Business-aware Semantic ID (BID)

BID implements a dual-path autoencoder architecture, encapsulating business-aware encoding and semantic reconstruction. Business embeddings are fused alongside token representations, allowing minimal semantic information loss and domain adaptation during both encoding and decoding.

Multi-Business Prediction (MBP)

MBP utilizes a parameter-sharing Mixture-of-Experts (MoE) tower within a Transformer-based autoregressive model. Item representations produced by BID are transformed via business-conditioned fusion, adaptive gating, and expert aggregation, producing domain-specific item embeddings for simultaneous prediction across business lines.

Label Dynamic Routing (LDR)

LDR converts sparse, sequential item labels into dense business-aligned label spaces by routing prediction targets to the nearest subsequent relevant item within the same business. This dense labeling further enhances multi-business sequence generation performance.

Representation and Embedding Analysis

To analyze the domain separation capability, MBGR compares sum pooling and BID encoder embedding distributions using PCA projections. BID exhibits distinct clustering by business type, enabling both semantic consistency and improved business discrimination, with smaller businesses showing more pronounced improvements.

Figure 2: Embedding distribution comparisons—BID encoder achieves business separation and semantic integrity, outperforming sum pooling in reflecting domain boundaries.

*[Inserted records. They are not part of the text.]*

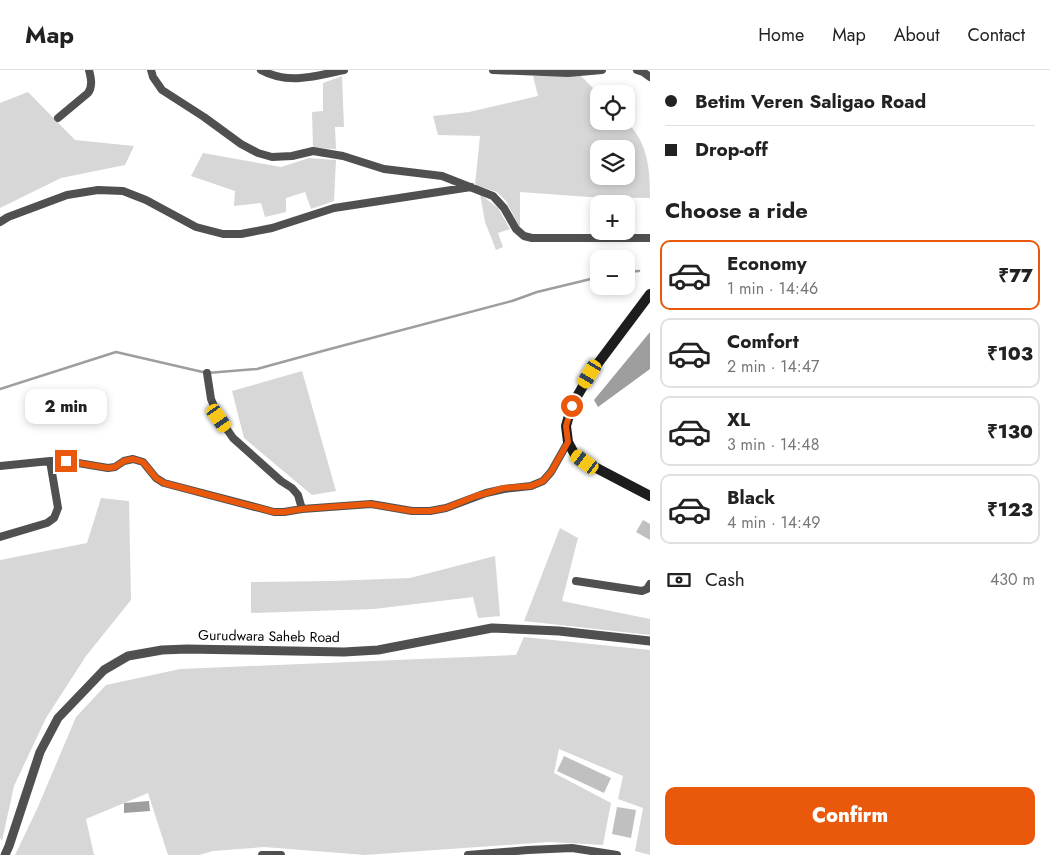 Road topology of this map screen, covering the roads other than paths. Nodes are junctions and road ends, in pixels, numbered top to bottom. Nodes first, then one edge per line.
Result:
1 (89, 70) edge
2 (151, 70) edge
3 (261, 70) edge
4 (344, 70) edge
5 (493, 70) edge
6 (602, 70) edge
7 (637, 70) edge
8 (650, 77) edge
9 (58, 118) dead end
10 (473, 187) junction
11 (0, 222) edge
12 (650, 238) edge
13 (650, 294) edge
14 (207, 373) dead end
15 (568, 442) junction
16 (50, 461) junction
17 (0, 466) edge
18 (650, 496) edge
19 (302, 509) junction
20 (0, 536) edge
21 (576, 581) dead end
22 (650, 584) edge
23 (650, 641) edge
24 (5, 855) edge
25 (262, 855) edge
26 (281, 855) edge
27 (468, 855) edge
28 (617, 855) edge

1 - 9 street
2 - 10 street
3 - 4 street
5 - 6 street
7 - 8 street
10 - 11 street
10 - 12 street
13 - 15 main road
14 - 19 street
15 - 18 main road
15 - 19 street
16 - 17 street
16 - 19 street
16 - 20 street
21 - 22 street
23 - 24 street, Gurudwara Saheb Road
25 - 26 street
27 - 28 street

Model Training and Optimization

MBGR employs end-to-end training with a composite objective combining InfoNCE loss for multi-business sequential prediction and L2 reconstruction loss for semantic preservation. Hyperparameters, such as time decay for interaction weighting and expert count in MBP, are tuned to balance contribution across businesses and optimize for evolving user preferences. Business weights are empirically set to counteract gradient dominance by larger domains and align with platform strategy.

Experimental Evaluation

Offline Experiments

MBGR significantly outperforms baselines (SASRec, HSTU, Tiger) in Hit Rate@10, with pronounced gains for less-represented business domains (B, C). Ablation studies demonstrate that all components—LDR, MBP, BID—have synergistic effects, with LDR contributing the largest performance increment.

Hyperparameter Impact

Optimal time decay ($\alpha=0.05$) maximizes the influence of recent versus historic interactions; smaller businesses benefit more from moderate time decay settings. Empirical business weighting improves Hit@10 for minority domains by up to 16.4% compared to uniform weighting.

Online Deployment

MBGR is incrementally integrated into Meituan's RTB production system, utilizing generated user and item embeddings both as auxiliary retrieval channels and ranking features.

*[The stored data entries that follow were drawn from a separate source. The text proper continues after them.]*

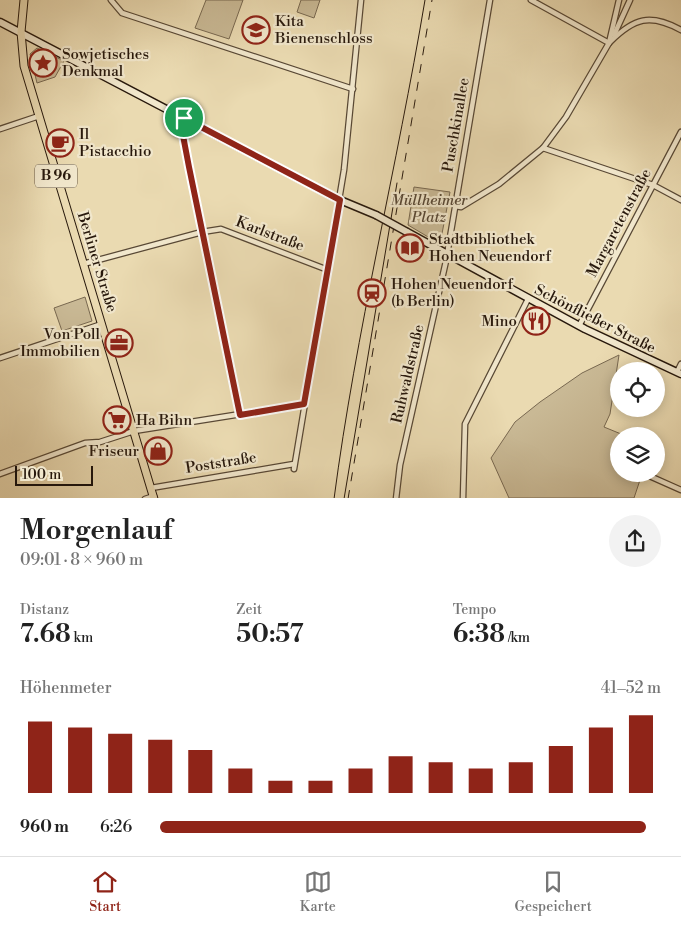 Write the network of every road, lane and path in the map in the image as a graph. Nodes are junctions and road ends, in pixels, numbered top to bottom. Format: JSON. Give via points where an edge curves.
{"nodes":[{"id":1,"x":24,"y":0,"type":"edge"},
{"id":2,"x":111,"y":0,"type":"edge"},
{"id":3,"x":360,"y":0,"type":"edge"},
{"id":4,"x":490,"y":0,"type":"edge"},
{"id":5,"x":531,"y":0,"type":"edge"},
{"id":6,"x":620,"y":0,"type":"edge"},
{"id":7,"x":630,"y":0,"type":"edge"},
{"id":8,"x":0,"y":22,"type":"edge"},
{"id":9,"x":681,"y":30,"type":"edge"},
{"id":10,"x":22,"y":32,"type":"junction"},
{"id":11,"x":609,"y":43,"type":"junction"},
{"id":12,"x":352,"y":89,"type":"junction"},
{"id":13,"x":38,"y":116,"type":"junction"},
{"id":14,"x":184,"y":118,"type":"junction"},
{"id":15,"x":0,"y":129,"type":"edge"},
{"id":16,"x":681,"y":132,"type":"edge"},
{"id":17,"x":543,"y":148,"type":"junction"},
{"id":18,"x":653,"y":185,"type":"junction"},
{"id":19,"x":340,"y":200,"type":"junction"},
{"id":20,"x":681,"y":200,"type":"edge"},
{"id":21,"x":455,"y":206,"type":"junction"},
{"id":22,"x":202,"y":232,"type":"junction"},
{"id":23,"x":446,"y":255,"type":"junction"},
{"id":24,"x":83,"y":264,"type":"junction"},
{"id":25,"x":328,"y":270,"type":"junction"},
{"id":26,"x":528,"y":299,"type":"junction"},
{"id":27,"x":102,"y":324,"type":"junction"},
{"id":28,"x":579,"y":326,"type":"junction"},
{"id":29,"x":0,"y":358,"type":"edge"},
{"id":30,"x":681,"y":364,"type":"edge"},
{"id":31,"x":679,"y":373,"type":"edge"},
{"id":32,"x":304,"y":404,"type":"junction"},
{"id":33,"x":240,"y":415,"type":"junction"},
{"id":34,"x":134,"y":431,"type":"junction"},
{"id":35,"x":0,"y":474,"type":"edge"},
{"id":36,"x":663,"y":482,"type":"edge"},
{"id":37,"x":151,"y":488,"type":"junction"},
{"id":38,"x":681,"y":490,"type":"edge"},
{"id":39,"x":154,"y":497,"type":"edge"},
{"id":40,"x":146,"y":498,"type":"edge"},
{"id":41,"x":396,"y":498,"type":"edge"},
{"id":42,"x":463,"y":498,"type":"edge"}],
"edges":[{"from":1,"to":10,"type":"main road","number":"B 96"},
{"from":2,"to":12,"type":"street","via":[[122,13]]},
{"from":3,"to":12,"type":"street"},
{"from":4,"to":21,"type":"street","name":"Puschkinallee"},
{"from":5,"to":11,"type":"street"},
{"from":6,"to":11,"type":"street"},
{"from":7,"to":11,"type":"street"},
{"from":8,"to":10,"type":"main road","name":"Schönfließer Straße"},
{"from":9,"to":11,"type":"street","via":[[670,24],[642,20],[628,25]]},
{"from":10,"to":13,"type":"main road","name":"Berliner Straße","number":"B 96","via":[[24,62]]},
{"from":10,"to":14,"type":"main road","name":"Schönfließer Straße"},
{"from":11,"to":17,"type":"street","via":[[566,117]]},
{"from":12,"to":19,"type":"street"},
{"from":13,"to":15,"type":"street"},
{"from":13,"to":24,"type":"main road","name":"Berliner Straße","number":"B 96"},
{"from":14,"to":19,"type":"main road","name":"Schönfließer Straße"},
{"from":14,"to":22,"type":"street","via":[[181,125]]},
{"from":16,"to":18,"type":"street","name":"Margaretenstraße"},
{"from":17,"to":18,"type":"street"},
{"from":17,"to":21,"type":"street","via":[[499,184],[461,206]]},
{"from":18,"to":20,"type":"street"},
{"from":18,"to":28,"type":"street","name":"Margaretenstraße"},
{"from":19,"to":23,"type":"main road","name":"Schönfließer Straße","bridge":true,"via":[[376,215]]},
{"from":19,"to":25,"type":"street"},
{"from":21,"to":23,"type":"street","name":"Puschkinallee"},
{"from":22,"to":24,"type":"street","name":"Karlstraße"},
{"from":22,"to":25,"type":"street","name":"Karlstraße","via":[[221,229]]},
{"from":22,"to":33,"type":"street"},
{"from":23,"to":26,"type":"main road","name":"Schönfließer Straße"},
{"from":23,"to":41,"type":"street","name":"Ruhwaldstraße","via":[[400,466]]},
{"from":24,"to":27,"type":"main road","name":"Berliner Straße","number":"B 96"},
{"from":25,"to":32,"type":"street"},
{"from":26,"to":28,"type":"main road","name":"Schönfließer Straße"},
{"from":26,"to":42,"type":"street","via":[[465,424]]},
{"from":27,"to":29,"type":"street"},
{"from":27,"to":34,"type":"main road","name":"Berliner Straße","number":"B 96"},
{"from":28,"to":31,"type":"main road","name":"Schönfließer Straße"},
{"from":30,"to":31,"type":"street"},
{"from":32,"to":33,"type":"street"},
{"from":32,"to":37,"type":"street","name":"Poststraße","via":[[294,466]]},
{"from":33,"to":34,"type":"street"},
{"from":34,"to":35,"type":"street","via":[[100,442],[85,443]]},
{"from":34,"to":37,"type":"main road","name":"Berliner Straße","number":"B 96"},
{"from":36,"to":38,"type":"street"},
{"from":37,"to":39,"type":"main road","name":"Berliner Straße","number":"B 96"},
{"from":39,"to":40,"type":"street"}]}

Figure 3: MBGR's online deployment architecture enhances feature enrichment and retrieval, supporting industrial robustness and high-QPS requirements.

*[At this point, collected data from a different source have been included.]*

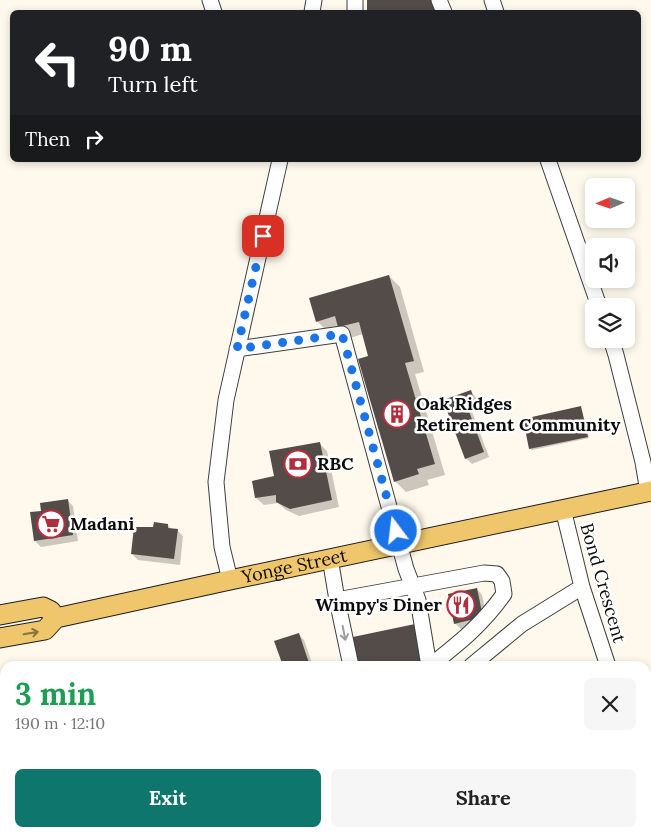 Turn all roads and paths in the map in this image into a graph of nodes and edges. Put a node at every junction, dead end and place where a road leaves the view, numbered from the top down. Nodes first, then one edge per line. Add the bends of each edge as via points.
1 (280, 162) edge
2 (549, 162) edge
3 (597, 298) edge
4 (614, 348) edge
5 (237, 349) junction
6 (650, 492) edge
7 (563, 509) junction
8 (400, 544) junction
9 (330, 558) junction
10 (230, 580) junction
11 (412, 586) junction
12 (582, 587) junction
13 (337, 600) junction
14 (0, 615) edge
15 (56, 618) junction
16 (0, 638) edge
17 (350, 661) edge
18 (429, 661) edge
19 (436, 661) edge
20 (477, 661) edge
21 (606, 661) edge

1 - 5 street
2 - 3 street
4 - 6 street
5 - 8 street via 342,334
5 - 10 street via 226,400 216,482 222,547
6 - 7 main road, Yonge Street
7 - 8 main road, Yonge Street
7 - 12 street, Bond Crescent
8 - 9 main road, Yonge Street
8 - 11 street
9 - 10 main road, Yonge Street
9 - 13 street
10 - 15 main road, Yonge Street
11 - 13 street
11 - 18 street via 418,600
11 - 19 street via 484,573 497,574 502,581 504,594 491,612
12 - 20 street via 522,624
12 - 21 street, Bond Crescent
13 -> 17 street
14 - 15 main road via 43,607 51,610
16 -> 15 main road, Yonge Street via 45,630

Online A/B testing with a 30% traffic split yields a weighted +3.98% increase in CTCVR over baseline models, with smaller business categories registering the highest absolute gains.

Implications and Future Directions

MBGR resolves critical industrial challenges in scaling GR to multi-business platforms. The BID encoder demonstrates domain-specific embedding segregation, MBP enables domain-adaptive generative prediction, and LDR ensures dense, relevant label supervision. MBGR's improvements, particularly for minority domains, motivate broader investigation into domain-aware generative models, adaptive gradient adjustment, and cross-business representation learning. Extension toward dynamic business weighting, further MoE specialization, and robust streaming adaptation are pertinent future directions for large-scale AI recommendation engines.

Conclusion

MBGR advances the generative recommendation paradigm into multi-business contexts, countering gradient coupling, representation confusion, and label sparsity. The business-aware modular architecture provides robust signal separation and domain-specific modeling, demonstrated by superior offline/online performance and practical deployment success. The framework's principled business-specific adaptation and scalable integration underscore its theoretical and practical relevance for future industrial AI systems.